White House Set To Ease Stance On Internet Smut

Robert S. Thau (rst@ai.mit.edu)
Wed, 18 Jun 1997 17:03:19 -0400 (EDT)


I. Find Karma writes:
> Nice quote from Sobel:
> > ``To come in right after the Supreme Court decides the issue and say
> > we didn't really mean what we said up to now - I can't imagine
> > anything that would be seen as more of a waffle than that,'' Sobel
> > said. ``It raises waffling to an art form.''
>
> Ah, Clinton, the institution of the Presidency of the United States will
> never be the same. That, my brother, is your legacy...

I recall one attempt of Clinton's to be Kennedy-esque; it was a
first-term speech given in Berlin. This speech had gotten quite a
build-up --- it was touted by Clinton's flacks in advance for days as
a defining moment in his foreign policy. Berlin, of course, had been
the site of Kennedy's famous "Ich bin ein Berliner" speech.

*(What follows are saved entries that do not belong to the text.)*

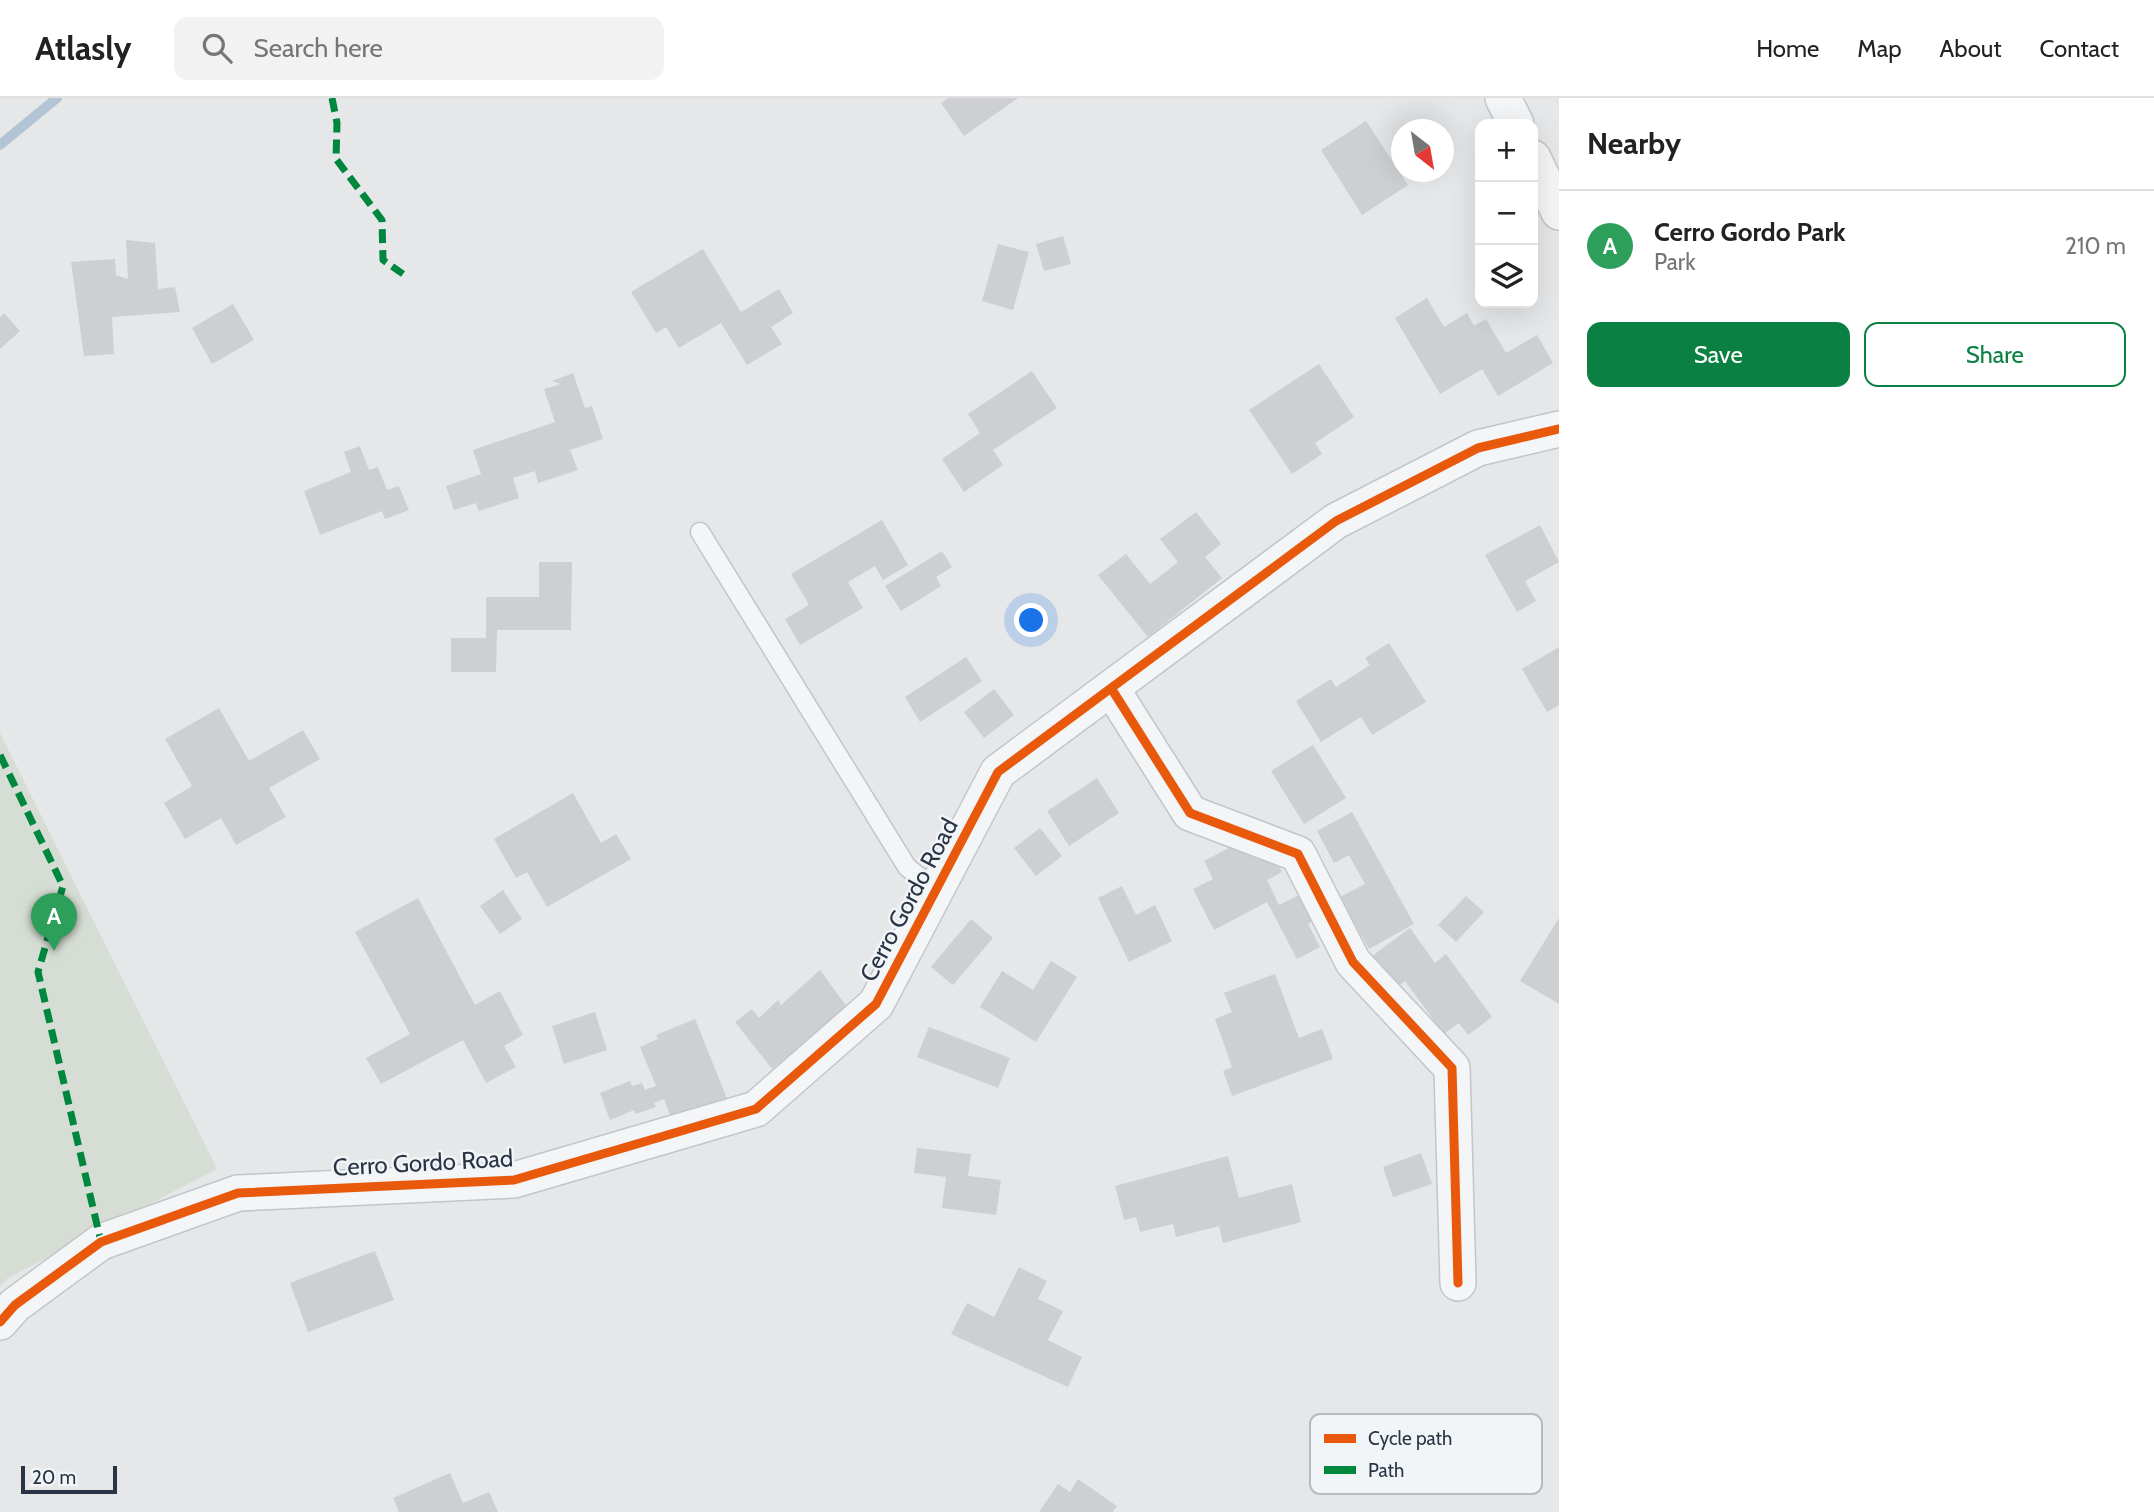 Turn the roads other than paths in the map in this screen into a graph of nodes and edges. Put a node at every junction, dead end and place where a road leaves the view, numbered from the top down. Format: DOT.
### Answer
graph roads {
  1 [pos="1503,98"];
  2 [pos="1514,119"];
  3 [pos="1538,168"];
  4 [pos="1559,212"];
  5 [pos="1559,429"];
  6 [pos="700,532"];
  7 [pos="1111,688"];
  8 [pos="934,889"];
  9 [pos="1458,1283"];
  10 [pos="0,1322"];
  1 -- 2 [label="street"];
  3 -- 4 [label="street"];
  5 -- 7 [label="street, Cerro Gordo Road"];
  6 -- 8 [label="lane"];
  7 -- 8 [label="street, Cerro Gordo Road"];
  7 -- 9 [label="street"];
  8 -- 10 [label="street, Cerro Gordo Road"];
}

So, I was listening fairly hard in Clinton's speech for some
discussion of the problems of his day. What I got instead was mostly
blather about how great it was that America had won the cold war, and
how neat it was that the countries to the east were shucking off the
Communist yoke without much American assistance (though he said little
that I can recall about how they might be assisted with the very real,
and very nasty problems that remained in those countries). At one
point, he briefly acknowledged that something really unpleasant was
happening several hundred miles away, in Bosnia. However, at the end
of it all, Clinton screeched out, in German, "Alles ist Moeglich!
Berlin ist Vrei!" ("Everything is possible! Berlin is Free!")

Now, what had made Kennedy's speech dramatic, and worthy of emulation,
was of course that in Kennedy's day, Berlin was physically beseiged by
the Communists --- not just a symbol, but a physical bone of
contention between the two powers in the cold war. Kennedy was
literally looking over the wall staring the enemy in the teeth, while
declaring American resolve to meet the particular, nasty problems of
his day.

Had Clinton wanted to recapture the same magic by the same methods, he
wouldn't have been in Berlin at all. He would have been closer to the
action --- closer to Bosnia (if not in it; Zagreb perhaps), maybe even
somewhere in one of the nations of Eastern Europe which are still
(even now) struggling to clean up the Communist mess. But instead,
following Kennedy, he was in Berlin, yelling "everything is possible"
(in German). I was left wondering --- gee, is it *possible* to
develop a workable policy toward the Eastern Europe? Towards the
ashes of Yugoslavia? Is it even possible to give a coherent account
of the policy you have? (I'd never heard one. Still haven't.)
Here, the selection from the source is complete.